▶ _YOUR GOAL_
Write out all of the records exactly once more and skip the images.

[Stored items]
--- START ---

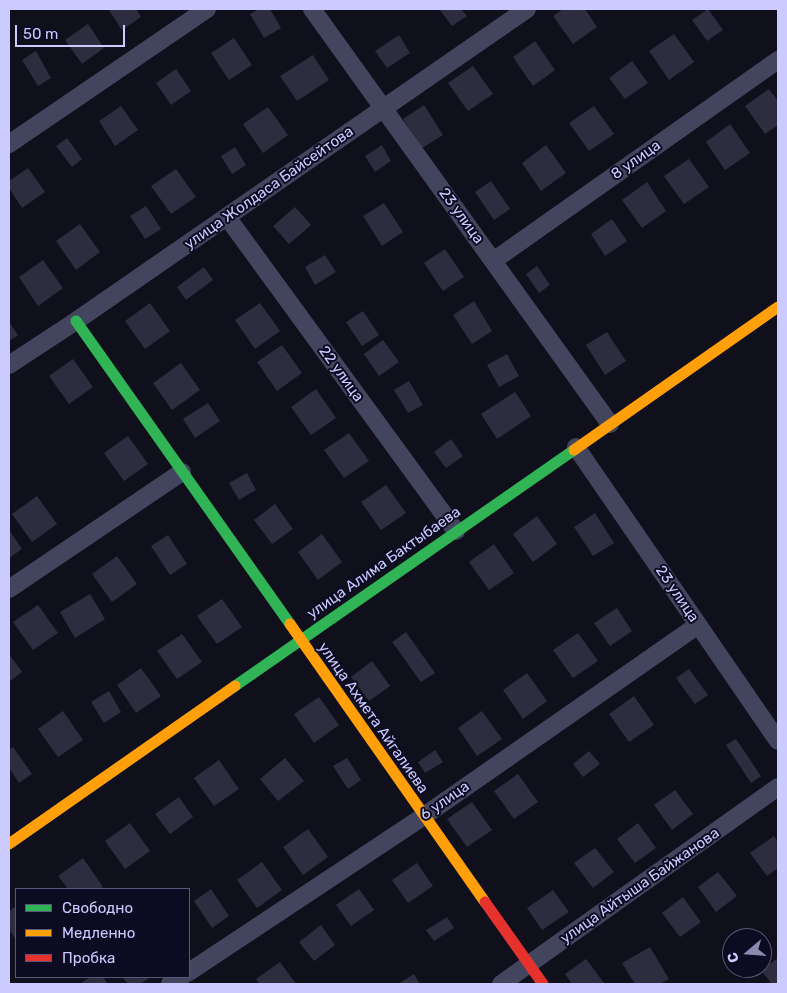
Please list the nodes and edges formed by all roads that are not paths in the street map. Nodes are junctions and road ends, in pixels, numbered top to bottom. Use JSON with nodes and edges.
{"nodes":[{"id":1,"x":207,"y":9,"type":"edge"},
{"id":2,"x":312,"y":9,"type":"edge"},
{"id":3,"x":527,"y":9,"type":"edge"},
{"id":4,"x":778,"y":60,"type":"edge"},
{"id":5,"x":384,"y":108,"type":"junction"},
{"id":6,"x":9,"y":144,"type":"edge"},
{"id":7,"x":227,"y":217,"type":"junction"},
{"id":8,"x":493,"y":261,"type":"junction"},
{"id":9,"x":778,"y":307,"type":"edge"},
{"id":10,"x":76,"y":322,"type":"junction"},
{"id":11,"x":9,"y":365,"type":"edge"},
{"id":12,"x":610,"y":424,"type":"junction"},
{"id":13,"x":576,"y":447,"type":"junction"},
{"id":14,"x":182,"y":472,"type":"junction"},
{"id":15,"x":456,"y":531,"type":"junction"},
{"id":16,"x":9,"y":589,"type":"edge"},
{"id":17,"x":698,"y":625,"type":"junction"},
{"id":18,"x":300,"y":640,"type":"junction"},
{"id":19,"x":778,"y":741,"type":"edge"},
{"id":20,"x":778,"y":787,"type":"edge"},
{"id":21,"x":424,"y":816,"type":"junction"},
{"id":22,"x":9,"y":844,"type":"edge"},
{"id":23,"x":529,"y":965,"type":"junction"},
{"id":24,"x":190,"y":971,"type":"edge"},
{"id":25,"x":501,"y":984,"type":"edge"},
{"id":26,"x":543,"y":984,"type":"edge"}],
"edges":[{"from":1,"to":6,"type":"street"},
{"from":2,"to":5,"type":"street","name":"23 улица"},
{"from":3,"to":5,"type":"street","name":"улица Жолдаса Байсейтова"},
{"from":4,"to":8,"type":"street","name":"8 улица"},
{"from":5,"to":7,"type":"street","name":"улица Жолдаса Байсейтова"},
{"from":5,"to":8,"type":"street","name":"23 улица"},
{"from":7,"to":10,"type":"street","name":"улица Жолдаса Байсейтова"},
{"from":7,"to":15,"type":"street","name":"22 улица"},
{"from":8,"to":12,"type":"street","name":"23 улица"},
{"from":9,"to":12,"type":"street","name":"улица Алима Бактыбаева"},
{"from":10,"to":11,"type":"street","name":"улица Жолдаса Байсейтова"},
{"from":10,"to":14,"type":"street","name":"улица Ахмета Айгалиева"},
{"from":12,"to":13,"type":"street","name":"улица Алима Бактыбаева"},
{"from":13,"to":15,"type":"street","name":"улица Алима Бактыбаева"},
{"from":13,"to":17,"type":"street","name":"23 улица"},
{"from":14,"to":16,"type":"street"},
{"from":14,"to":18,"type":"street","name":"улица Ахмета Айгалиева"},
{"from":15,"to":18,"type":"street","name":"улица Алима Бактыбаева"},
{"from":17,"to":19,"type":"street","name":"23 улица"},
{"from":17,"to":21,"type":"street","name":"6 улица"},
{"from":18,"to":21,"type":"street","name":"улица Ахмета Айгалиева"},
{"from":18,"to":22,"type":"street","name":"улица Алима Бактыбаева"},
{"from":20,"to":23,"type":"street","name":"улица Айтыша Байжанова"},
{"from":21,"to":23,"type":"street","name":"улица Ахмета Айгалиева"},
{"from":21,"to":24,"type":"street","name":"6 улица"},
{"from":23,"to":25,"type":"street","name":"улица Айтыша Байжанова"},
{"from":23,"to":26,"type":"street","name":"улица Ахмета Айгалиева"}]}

--- END ---

▶ _RESPONSE TO THIS TASK_
Please list the nodes and edges formed by all roads that are not paths in the street map. Nodes are junctions and road ends, in pixels, numbered top to bottom. Use JSON with nodes and edges.
{"nodes":[{"id":1,"x":207,"y":9,"type":"edge"},
{"id":2,"x":312,"y":9,"type":"edge"},
{"id":3,"x":527,"y":9,"type":"edge"},
{"id":4,"x":778,"y":60,"type":"edge"},
{"id":5,"x":384,"y":108,"type":"junction"},
{"id":6,"x":9,"y":144,"type":"edge"},
{"id":7,"x":227,"y":217,"type":"junction"},
{"id":8,"x":493,"y":261,"type":"junction"},
{"id":9,"x":778,"y":307,"type":"edge"},
{"id":10,"x":76,"y":322,"type":"junction"},
{"id":11,"x":9,"y":365,"type":"edge"},
{"id":12,"x":610,"y":424,"type":"junction"},
{"id":13,"x":576,"y":447,"type":"junction"},
{"id":14,"x":182,"y":472,"type":"junction"},
{"id":15,"x":456,"y":531,"type":"junction"},
{"id":16,"x":9,"y":589,"type":"edge"},
{"id":17,"x":698,"y":625,"type":"junction"},
{"id":18,"x":300,"y":640,"type":"junction"},
{"id":19,"x":778,"y":741,"type":"edge"},
{"id":20,"x":778,"y":787,"type":"edge"},
{"id":21,"x":424,"y":816,"type":"junction"},
{"id":22,"x":9,"y":844,"type":"edge"},
{"id":23,"x":529,"y":965,"type":"junction"},
{"id":24,"x":190,"y":971,"type":"edge"},
{"id":25,"x":501,"y":984,"type":"edge"},
{"id":26,"x":543,"y":984,"type":"edge"}],
"edges":[{"from":1,"to":6,"type":"street"},
{"from":2,"to":5,"type":"street","name":"23 улица"},
{"from":3,"to":5,"type":"street","name":"улица Жолдаса Байсейтова"},
{"from":4,"to":8,"type":"street","name":"8 улица"},
{"from":5,"to":7,"type":"street","name":"улица Жолдаса Байсейтова"},
{"from":5,"to":8,"type":"street","name":"23 улица"},
{"from":7,"to":10,"type":"street","name":"улица Жолдаса Байсейтова"},
{"from":7,"to":15,"type":"street","name":"22 улица"},
{"from":8,"to":12,"type":"street","name":"23 улица"},
{"from":9,"to":12,"type":"street","name":"улица Алима Бактыбаева"},
{"from":10,"to":11,"type":"street","name":"улица Жолдаса Байсейтова"},
{"from":10,"to":14,"type":"street","name":"улица Ахмета Айгалиева"},
{"from":12,"to":13,"type":"street","name":"улица Алима Бактыбаева"},
{"from":13,"to":15,"type":"street","name":"улица Алима Бактыбаева"},
{"from":13,"to":17,"type":"street","name":"23 улица"},
{"from":14,"to":16,"type":"street"},
{"from":14,"to":18,"type":"street","name":"улица Ахмета Айгалиева"},
{"from":15,"to":18,"type":"street","name":"улица Алима Бактыбаева"},
{"from":17,"to":19,"type":"street","name":"23 улица"},
{"from":17,"to":21,"type":"street","name":"6 улица"},
{"from":18,"to":21,"type":"street","name":"улица Ахмета Айгалиева"},
{"from":18,"to":22,"type":"street","name":"улица Алима Бактыбаева"},
{"from":20,"to":23,"type":"street","name":"улица Айтыша Байжанова"},
{"from":21,"to":23,"type":"street","name":"улица Ахмета Айгалиева"},
{"from":21,"to":24,"type":"street","name":"6 улица"},
{"from":23,"to":25,"type":"street","name":"улица Айтыша Байжанова"},
{"from":23,"to":26,"type":"street","name":"улица Ахмета Айгалиева"}]}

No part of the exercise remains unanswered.